In het onderhavige geval stonk er iets en schakelde de auto niet meer goed. De ondernemer heeft gesteld dat de versnellingsbakolie verkleurd was en stonk, wat wees op verbrande frictieplaten. Dat de bak was versleten, werd bevestigd door het gespecialiseerde transmissierevisiebedrijf. Bij deze stand van zaken kan niet gezegd worden dat de ondernemer een fout heeft gemaakt door die bak te laten reviseren, en de consument is hier trouwens ook mee gebaat.

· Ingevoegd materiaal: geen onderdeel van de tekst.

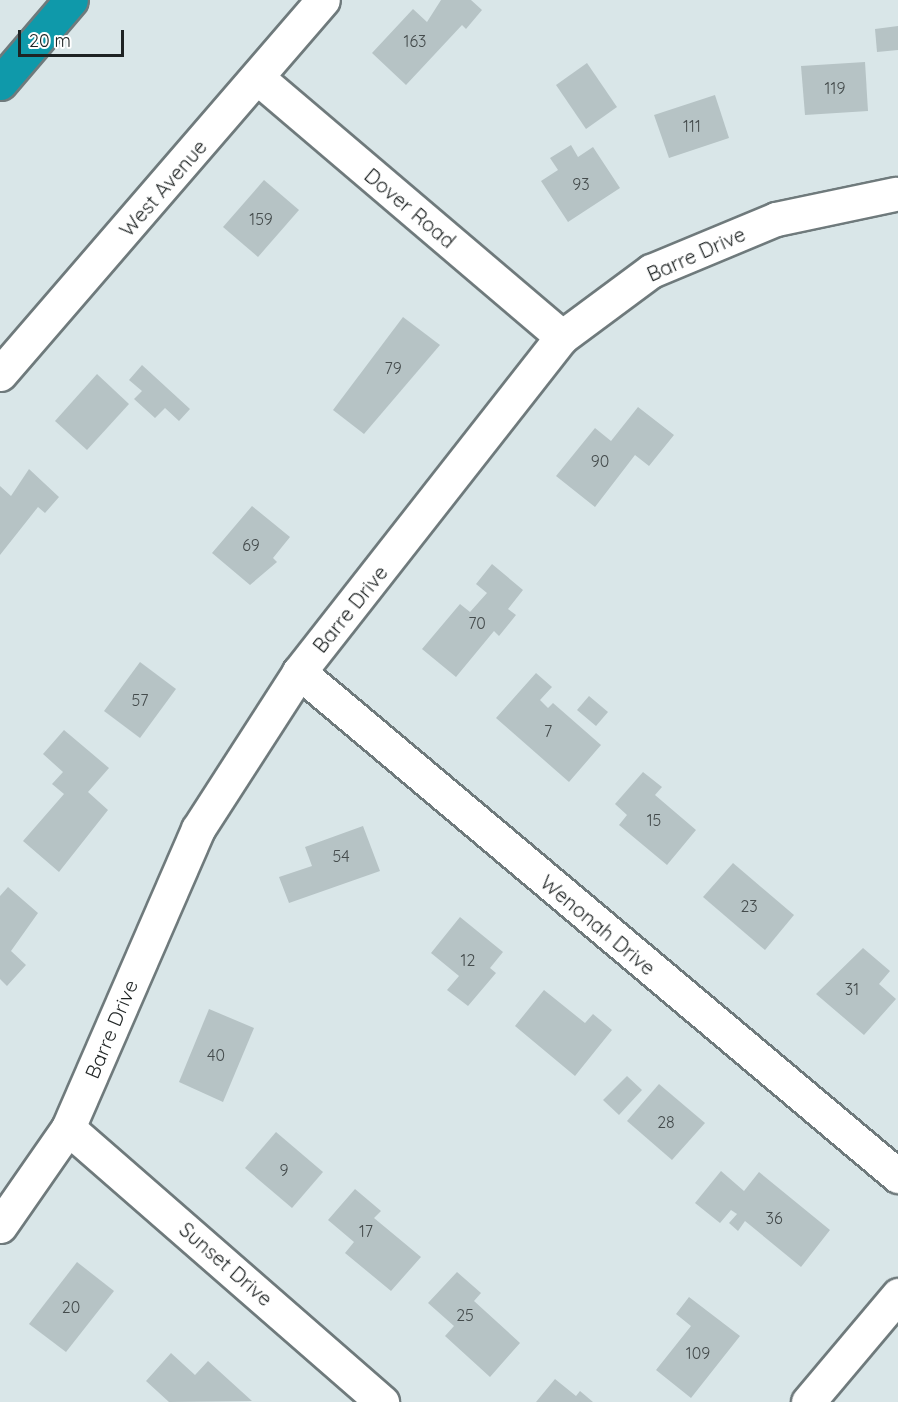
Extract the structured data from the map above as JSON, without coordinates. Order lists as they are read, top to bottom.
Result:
{
  "streets": {
    "street": [
      "West Avenue",
      "Dover Road",
      "Barre Drive",
      "Wenonah Drive",
      "Sunset Drive"
    ]
  },
  "crossings": [
    ["West Avenue", "Dover Road"],
    ["Dover Road", "Barre Drive"],
    ["Barre Drive", "Wenonah Drive"],
    ["Barre Drive", "Sunset Drive"]
  ],
  "house_numbers": [
    "163",
    "119",
    "111",
    "93",
    "159",
    "79",
    "90",
    "69",
    "70",
    "57",
    "7",
    "15",
    "54",
    "23",
    "12",
    "31",
    "40",
    "28",
    "9",
    "36",
    "17",
    "20",
    "25",
    "109"
  ],
  "scale_bar": "20 m"
}
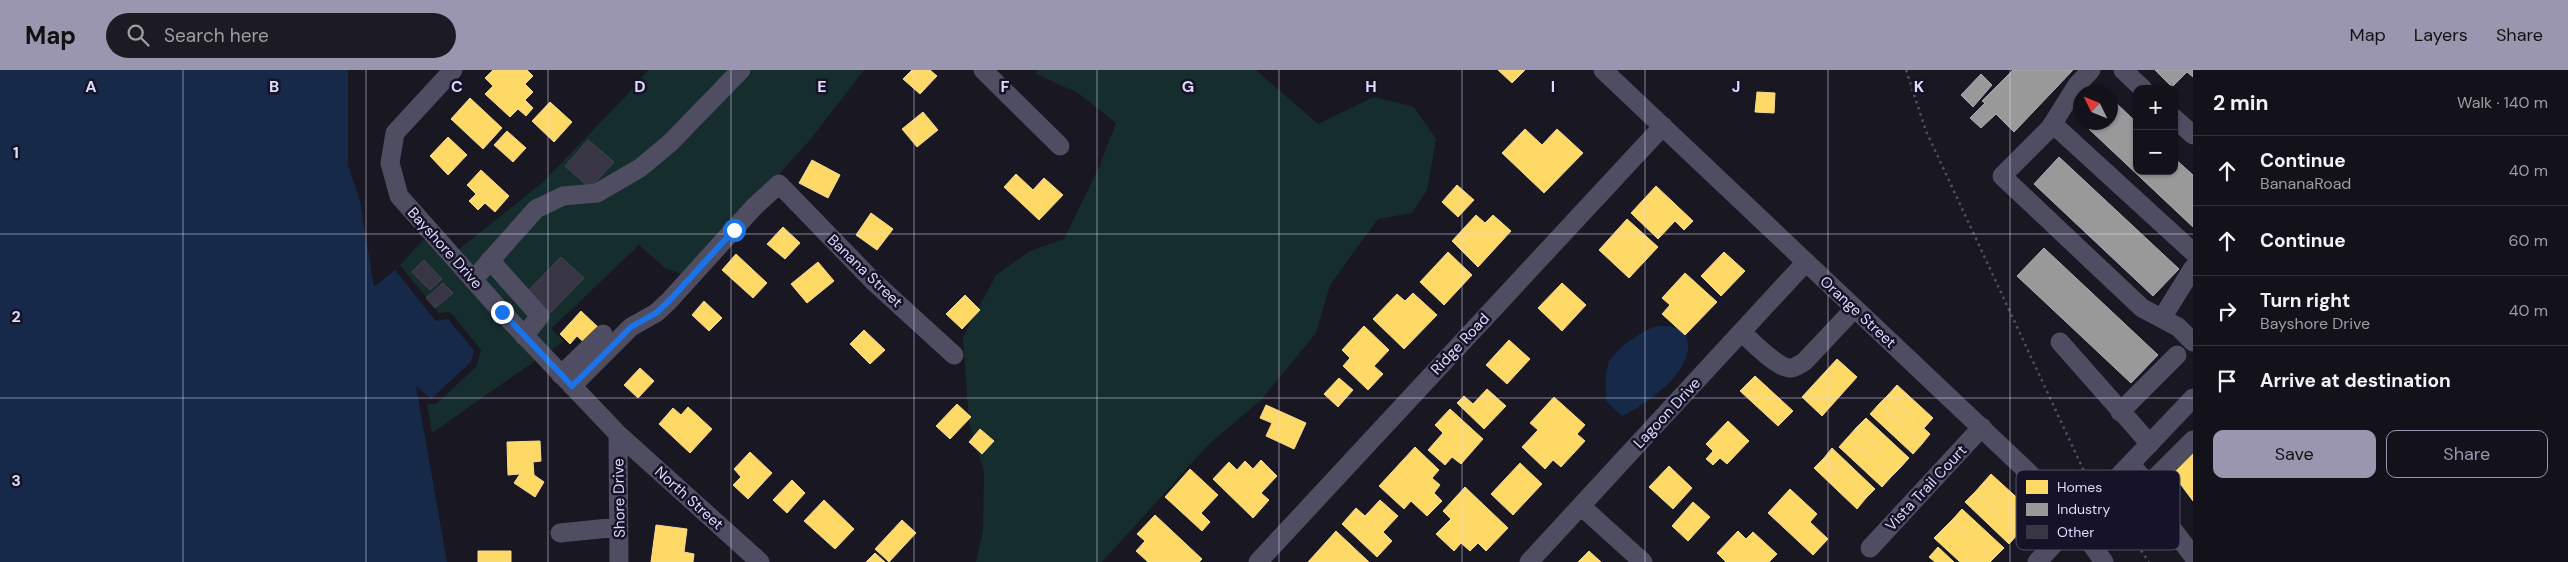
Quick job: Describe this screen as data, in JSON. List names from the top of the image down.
{
  "streets": {
    "street": [
      "Bayshore Drive",
      "Banana Street",
      "Orange Street",
      "Ridge Road",
      "Lagoon Drive",
      "Vista Trail Court",
      "Shore Drive",
      "North Street"
    ]
  },
  "crossings": [
    ["Bayshore Drive", "Banana Street"],
    ["Bayshore Drive", "Shore Drive"],
    ["Bayshore Drive", "North Street"],
    ["Orange Street", "Ridge Road"],
    ["Orange Street", "Lagoon Drive"],
    ["Orange Street", "Vista Trail Court"],
    ["Shore Drive", "North Street"]
  ],
  "legend": ["Homes", "Industry", "Other"],
  "north": "top left",
  "page": {
    "header": "Map",
    "search": "Search here",
    "nav": ["Map", "Layers", "Share"],
    "heading": ["2 min", "Walk · 140 m"],
    "map_buttons": ["+", "−"],
    "list": [
      ["Continue", "BananaRoad", "40 m"],
      ["Continue", "60 m"],
      ["Turn right", "Bayshore Drive", "40 m"],
      "Arrive at destination"
    ],
    "buttons": ["Save", "Share"]
  },
  "grid": {
    "columns": [
      "A",
      "B",
      "C",
      "D",
      "E",
      "F",
      "G",
      "H",
      "I",
      "J",
      "K"
    ],
    "rows": ["1", "2", "3"]
  }
}
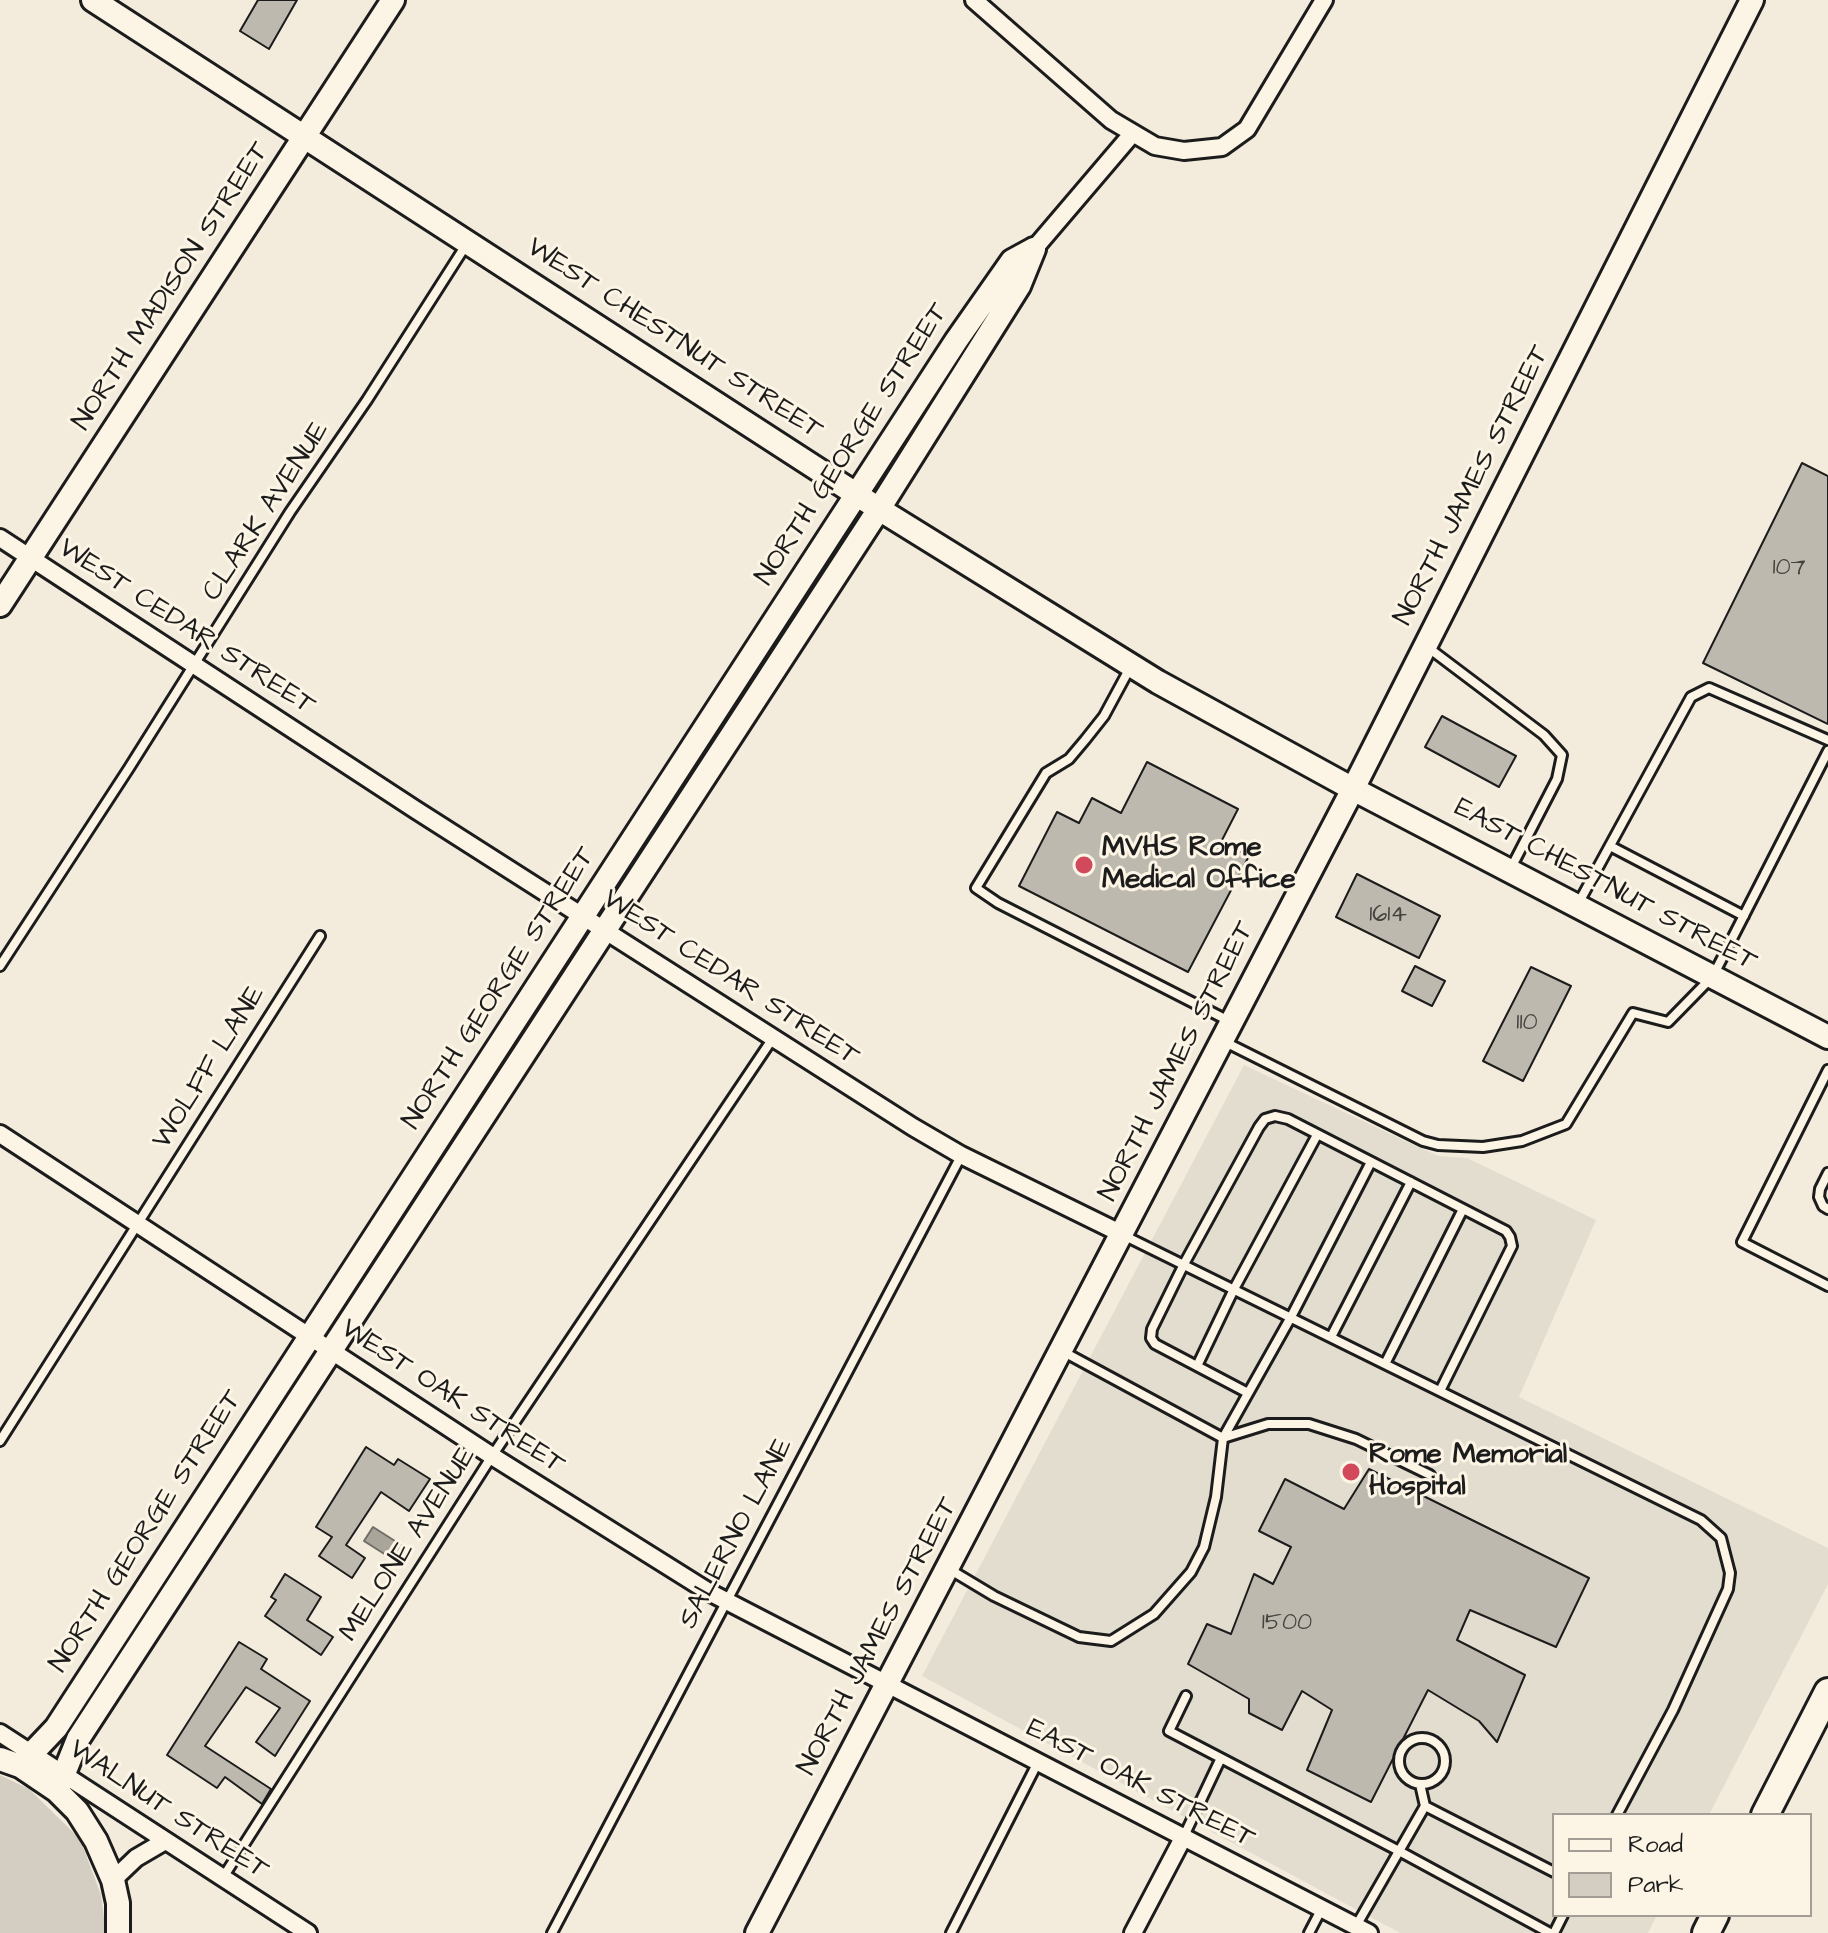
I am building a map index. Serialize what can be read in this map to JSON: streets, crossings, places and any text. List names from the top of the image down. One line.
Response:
{"streets":{"street":["NORTH MADISON STREET","WEST CHESTNUT STREET","NORTH GEORGE STREET","NORTH JAMES STREET","WEST CEDAR STREET","EAST CHESTNUT STREET","WEST OAK STREET","EAST OAK STREET","WALNUT STREET"],"lane":["CLARK AVENUE","WOLFF LANE","SALERNO LANE","MELONE AVENUE"]},"crossings":[["NORTH MADISON STREET","WEST CHESTNUT STREET"],["NORTH MADISON STREET","WEST CEDAR STREET"],["WEST CHESTNUT STREET","NORTH GEORGE STREET"],["WEST CHESTNUT STREET","NORTH JAMES STREET"],["WEST CHESTNUT STREET","CLARK AVENUE"],["WEST CHESTNUT STREET","EAST CHESTNUT STREET"],["NORTH GEORGE STREET","WEST CEDAR STREET"],["NORTH GEORGE STREET","WEST OAK STREET"],["NORTH GEORGE STREET","WALNUT STREET"],["NORTH JAMES STREET","WEST CEDAR STREET"],["NORTH JAMES STREET","EAST CHESTNUT STREET"],["NORTH JAMES STREET","WEST OAK STREET"],["NORTH JAMES STREET","EAST OAK STREET"],["CLARK AVENUE","WEST CEDAR STREET"],["WEST CEDAR STREET","SALERNO LANE"],["WEST CEDAR STREET","MELONE AVENUE"],["WOLFF LANE","WEST OAK STREET"],["WEST OAK STREET","SALERNO LANE"],["WEST OAK STREET","MELONE AVENUE"],["WEST OAK STREET","EAST OAK STREET"],["MELONE AVENUE","WALNUT STREET"]],"places":["MVHS Rome Medical Office","Rome Memorial Hospital"],"house_numbers":["107","1614","110","1500"],"legend":["Road","Park"]}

Hetzelfde geldt voor de tussenbak, nu de ondernemer onweersproken heeft gesteld dat het revisiebedrijf had geconstateerd dat er een lager defect was.
 
De noodzaak van het vervangen van het gasklephuis en het motormanagement is door de consument erkend.
 
Op grond van het voorgaande is de commissie van oordeel dat de klacht ongegrond is.
Beslissing
 
Het door de consument verlangde wordt afgewezen.

Met in achtneming van het bovenstaande wordt het depotbedrag van € 5.546,08 als volgt verrekend.
 
Het depotbedrag wordt uitbetaald aan de ondernemer.
 
Aldus beslist door de Geschillencommissie Voertuigen op 3 februari 2006.